- _PROBLEM TO WORK ON_: From the entries that follow, gather each line holding the word "edges".

- _Dataset entries_:

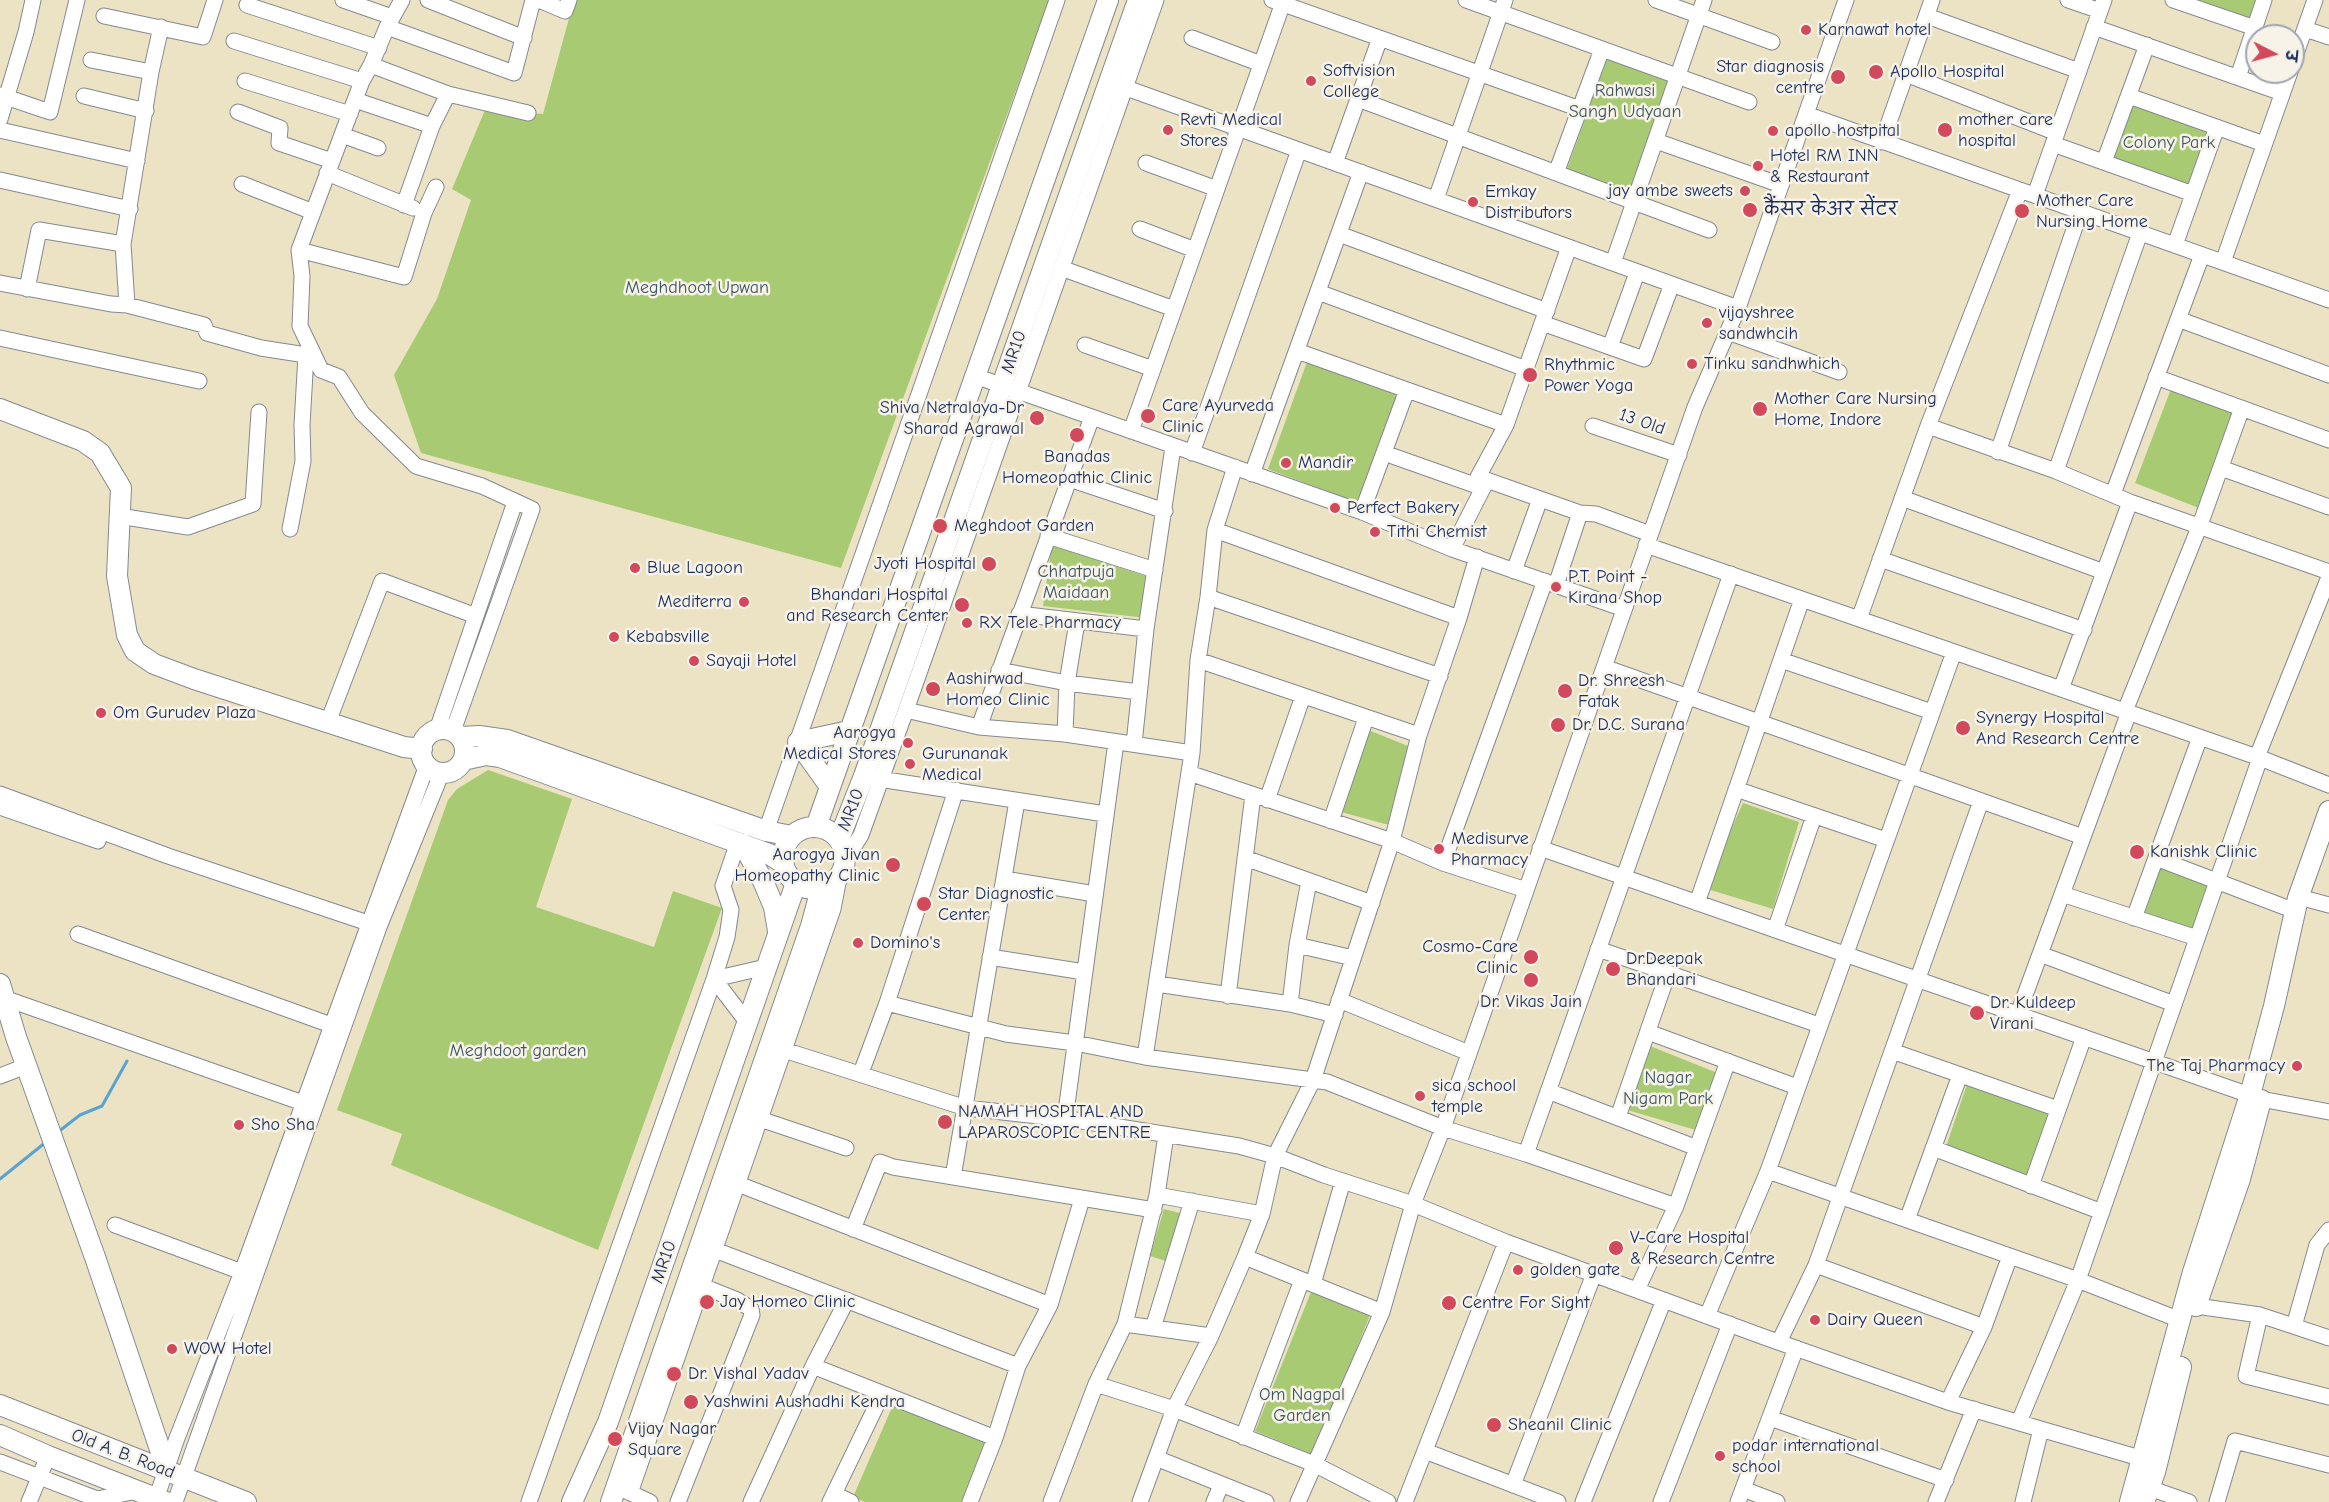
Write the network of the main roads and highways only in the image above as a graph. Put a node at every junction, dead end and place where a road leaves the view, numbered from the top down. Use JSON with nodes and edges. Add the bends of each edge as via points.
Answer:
{"nodes":[{"id":1,"x":1108,"y":0,"type":"edge"},
{"id":2,"x":1138,"y":0,"type":"edge"},
{"id":3,"x":0,"y":409,"type":"edge"},
{"id":4,"x":849,"y":731,"type":"junction"},
{"id":5,"x":450,"y":732,"type":"junction"},
{"id":6,"x":463,"y":760,"type":"junction"},
{"id":7,"x":430,"y":762,"type":"junction"},
{"id":8,"x":830,"y":788,"type":"junction"},
{"id":9,"x":2329,"y":811,"type":"edge"},
{"id":10,"x":816,"y":826,"type":"junction"},
{"id":11,"x":792,"y":836,"type":"junction"},
{"id":12,"x":839,"y":839,"type":"junction"},
{"id":13,"x":741,"y":843,"type":"junction"},
{"id":14,"x":2329,"y":848,"type":"edge"},
{"id":15,"x":783,"y":863,"type":"junction"},
{"id":16,"x":795,"y":883,"type":"junction"},
{"id":17,"x":821,"y":889,"type":"junction"},
{"id":18,"x":2311,"y":905,"type":"edge"},
{"id":19,"x":779,"y":933,"type":"junction"},
{"id":20,"x":2,"y":991,"type":"edge"},
{"id":21,"x":2255,"y":1097,"type":"junction"},
{"id":22,"x":0,"y":1405,"type":"edge"},
{"id":23,"x":0,"y":1435,"type":"edge"},
{"id":24,"x":2150,"y":1461,"type":"junction"},
{"id":25,"x":175,"y":1474,"type":"junction"},
{"id":26,"x":619,"y":1494,"type":"edge"},
{"id":27,"x":2140,"y":1494,"type":"edge"},
{"id":28,"x":159,"y":1501,"type":"edge"},
{"id":29,"x":246,"y":1502,"type":"edge"},
{"id":30,"x":572,"y":1502,"type":"edge"}],
"edges":[{"from":1,"to":4,"type":"main road","name":"MR10"},
{"from":2,"to":12,"type":"main road","name":"MR10","via":[[1117,84],[872,778]]},
{"from":3,"to":7,"type":"main road","via":[[83,441],[100,453],[121,488],[117,576],[127,635],[135,651],[154,664],[404,747]]},
{"from":4,"to":8,"type":"main road","name":"MR10"},
{"from":4,"to":8,"type":"main road","via":[[798,742]]},
{"from":5,"to":6,"type":"main road","via":[[465,748]]},
{"from":5,"to":7,"type":"main road","via":[[426,737]]},
{"from":5,"to":11,"type":"main road","via":[[507,741],[766,831]]},
{"from":6,"to":7,"type":"main road","via":[[454,770]]},
{"from":6,"to":13,"type":"main road","via":[[486,755],[500,757]]},
{"from":8,"to":10,"type":"main road","name":"MR10"},
{"from":9,"to":18,"type":"main road"},
{"from":10,"to":11,"type":"main road"},
{"from":10,"to":12,"type":"main road","via":[[833,832]]},
{"from":11,"to":15,"type":"main road","via":[[783,853]]},
{"from":12,"to":17,"type":"main road","via":[[844,849],[842,869],[831,885]]},
{"from":13,"to":15,"type":"main road"},
{"from":13,"to":19,"type":"main road","via":[[764,881]]},
{"from":14,"to":18,"type":"main road"},
{"from":15,"to":16,"type":"main road"},
{"from":16,"to":17,"type":"main road"},
{"from":16,"to":19,"type":"main road","name":"MR10"},
{"from":17,"to":26,"type":"main road","name":"MR10"},
{"from":18,"to":21,"type":"main road"},
{"from":19,"to":30,"type":"main road","name":"MR10","via":[[608,1422]]},
{"from":20,"to":25,"type":"main road"},
{"from":21,"to":24,"type":"main road","via":[[2180,1320]]},
{"from":21,"to":24,"type":"main road","via":[[2240,1179],[2196,1306]]},
{"from":22,"to":25,"type":"main road","name":"Old A. B. Road"},
{"from":23,"to":28,"type":"main road","name":"Old A. B. Road"},
{"from":24,"to":27,"type":"main road"},
{"from":25,"to":29,"type":"main road","name":"Old A. B. Road"}]}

- _RESULT OF THIS EXERCISE_:
Write the network of the main roads and highways only in the image above as a graph. Put a node at every junction, dead end and place where a road leaves the view, numbered from the top down. Use JSON with nodes and edges. Add the bends of each edge as via points.
"edges":[{"from":1,"to":4,"type":"main road","name":"MR10"},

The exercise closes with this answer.